3. I admitted I was a sugar and caffeine addict.

This was harder. I never thought addiction was the right term for my relationship with these foods. It sounded too heavy and serious, but once I saw how challenging it was to give them up and how much better I felt off of them, I could truly call it an addiction. The addiction had grown stronger than me, so even though eating those foods made me feel actively BAD—I still chose them again and again. More and more. Here again, Whole30 helped me break those addictions and finally find what foods made me feel good! A miracle in my life.

4. I realized I DESERVED to feel good.

We all do. Women spend much of their time making themselves small and accommodating everyone else, especially those of us who are mothers and caretakers. We suspend and ignore our needs until we forget we even have them. I realized that the way I was eating was making me feel bad and I was going to do something about it, even if it upset the status quo in my household, work, and friend circles. I have the right to change. My feeling good is a priority. I had to get feisty about this, for myself.

5. I accepted that my body is an exquisitely sensitive instrument.

And so is yours. Our bodies are speaking to us all the time. As a healer, nurse, and mother--heck, as a human, I use my intuition all the time. I feel into my body and notice how it responds to certain choices and certain people and I trust that intuition. I know my body’s animal awareness can interpret more than just my brain can in any given situation. I learned the foods that make me feel bad block and muddle my intuition. I was so foggy after eating a dark chocolate truffle or a gluten-free doughnut that I couldn’t tune in and was more distractible and moody. Sometimes eating those foods would shift my mood so much that I’d create some unnecessary drama and then have to deal with that. Those foods were a distraction and I was using them to distance myself from the signals my body was trying to give me. I was telling my instrument, my animal body, to shut up. Now that I eat mostly things that nourish me. My moods are more steady, drama has dramatically reduced (PMS is gone--hallelujah!) and I can tune into my body with ease.

6. I reminded myself that we can always begin again.

Don’t worry if you don’t get it right the first time. Keep trying. Each part of the journey is very interesting data collection! Stay curious. Implement some energetic processes to help shift your story around food (EFT and journaling were a huge help to me). Have patience.
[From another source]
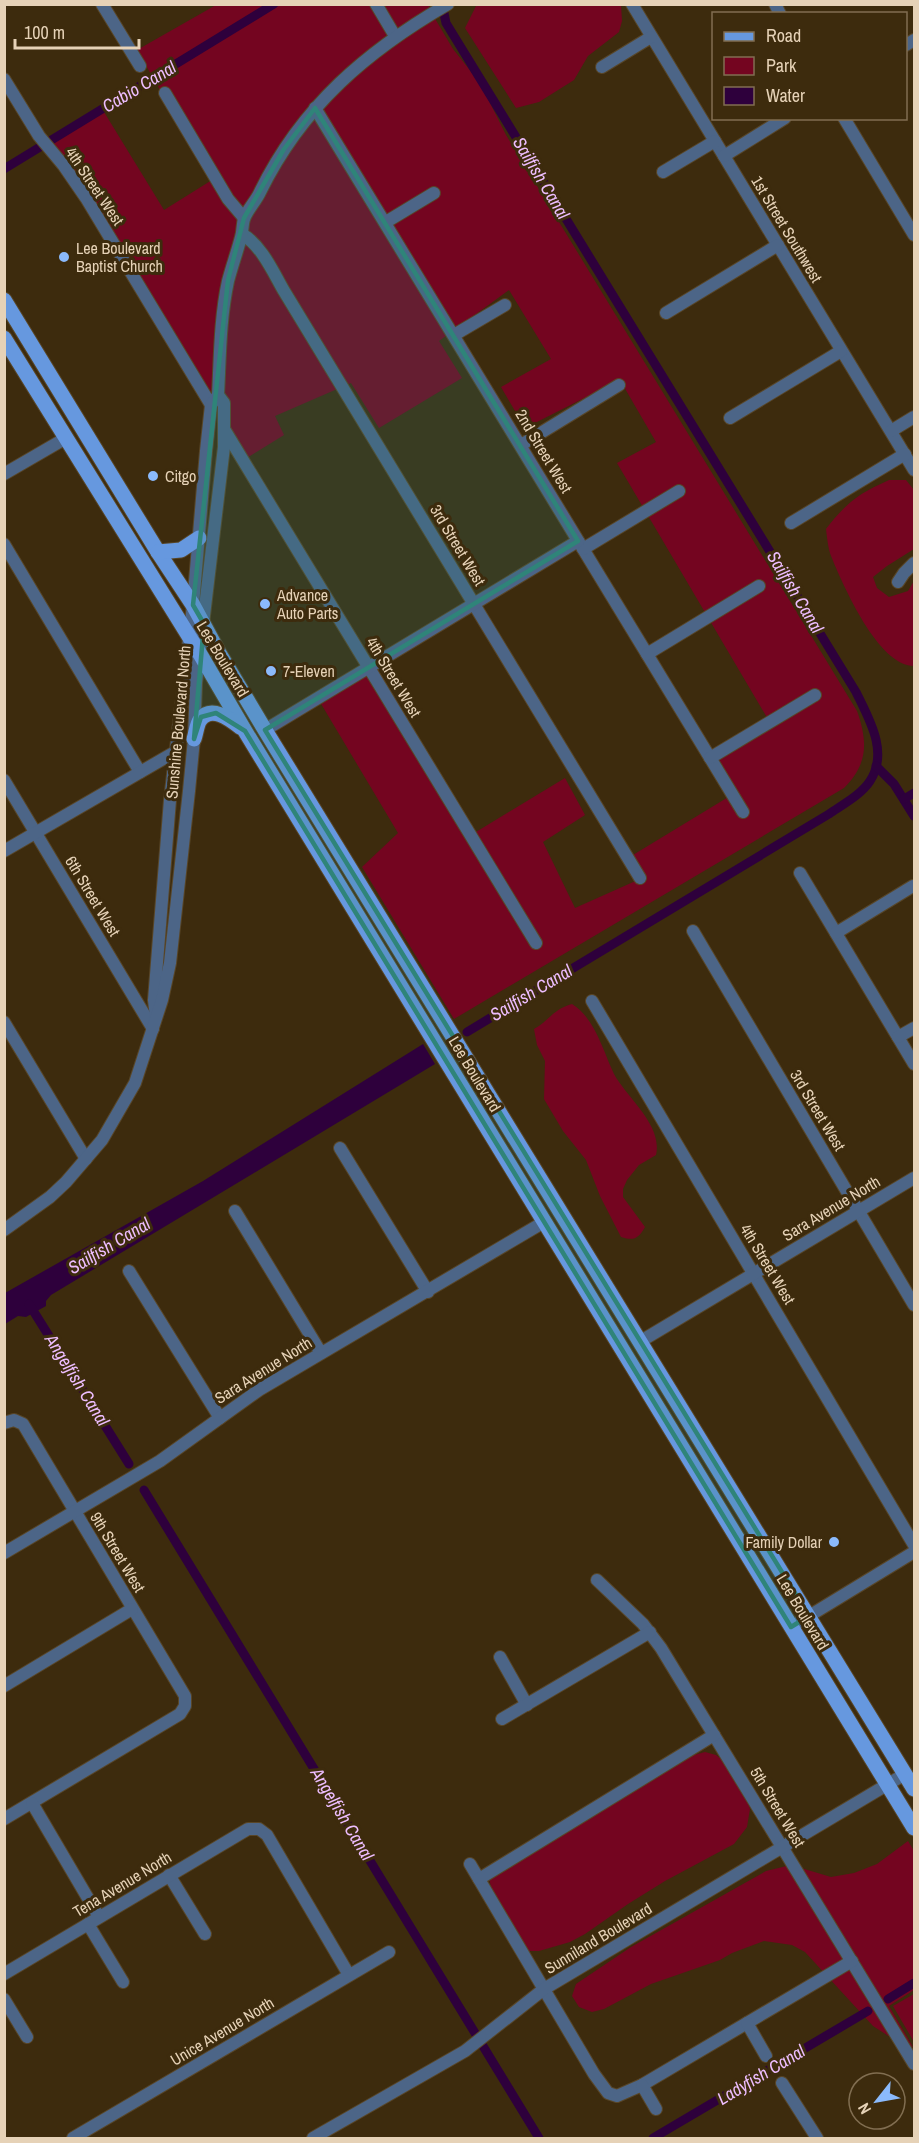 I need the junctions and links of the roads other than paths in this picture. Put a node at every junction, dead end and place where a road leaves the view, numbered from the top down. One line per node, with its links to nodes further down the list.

7. I believed I owed it to the world.

It’s your responsibility to show up as who you are meant to be in this world. If you are eating food that makes you feel terrible and you're spending much of your time focused on how you don’t like how you look, you are wasting your precious time on this planet and in this body. You have things to do. It’s time to do them. Get off the cycle of self-criticism and blame that lead to eating and overwhelm. And if you are struggling with weight gain and starting to get scared, the first thing I want to say to you as you begin your amazing journey is: You are gorgeous. You can do this.